━━ The input

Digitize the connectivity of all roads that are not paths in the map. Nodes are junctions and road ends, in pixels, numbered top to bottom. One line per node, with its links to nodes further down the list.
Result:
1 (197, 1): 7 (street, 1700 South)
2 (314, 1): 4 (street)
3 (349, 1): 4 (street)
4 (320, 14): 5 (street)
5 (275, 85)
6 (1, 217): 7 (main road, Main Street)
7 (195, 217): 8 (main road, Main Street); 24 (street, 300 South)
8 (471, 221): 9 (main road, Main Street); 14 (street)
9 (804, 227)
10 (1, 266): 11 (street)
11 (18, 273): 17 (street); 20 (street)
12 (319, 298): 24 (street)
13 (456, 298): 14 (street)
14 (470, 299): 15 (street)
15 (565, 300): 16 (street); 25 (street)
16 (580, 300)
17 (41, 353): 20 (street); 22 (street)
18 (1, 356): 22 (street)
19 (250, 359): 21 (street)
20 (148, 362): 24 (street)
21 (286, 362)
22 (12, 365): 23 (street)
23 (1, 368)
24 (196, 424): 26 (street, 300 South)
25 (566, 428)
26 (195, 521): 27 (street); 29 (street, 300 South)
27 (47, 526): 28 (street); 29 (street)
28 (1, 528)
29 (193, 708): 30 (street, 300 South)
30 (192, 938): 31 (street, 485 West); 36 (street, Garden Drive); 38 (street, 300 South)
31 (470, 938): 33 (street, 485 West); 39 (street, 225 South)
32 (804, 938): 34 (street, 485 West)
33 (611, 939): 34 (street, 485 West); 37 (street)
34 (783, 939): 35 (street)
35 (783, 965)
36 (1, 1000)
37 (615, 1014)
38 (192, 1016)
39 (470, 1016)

━━━━

Problem description –
Each line in the records above with "West" must be returned.

Response –
30 (192, 938): 31 (street, 485 West); 36 (street, Garden Drive); 38 (street, 300 South)
31 (470, 938): 33 (street, 485 West); 39 (street, 225 South)
32 (804, 938): 34 (street, 485 West)
33 (611, 939): 34 (street, 485 West); 37 (street)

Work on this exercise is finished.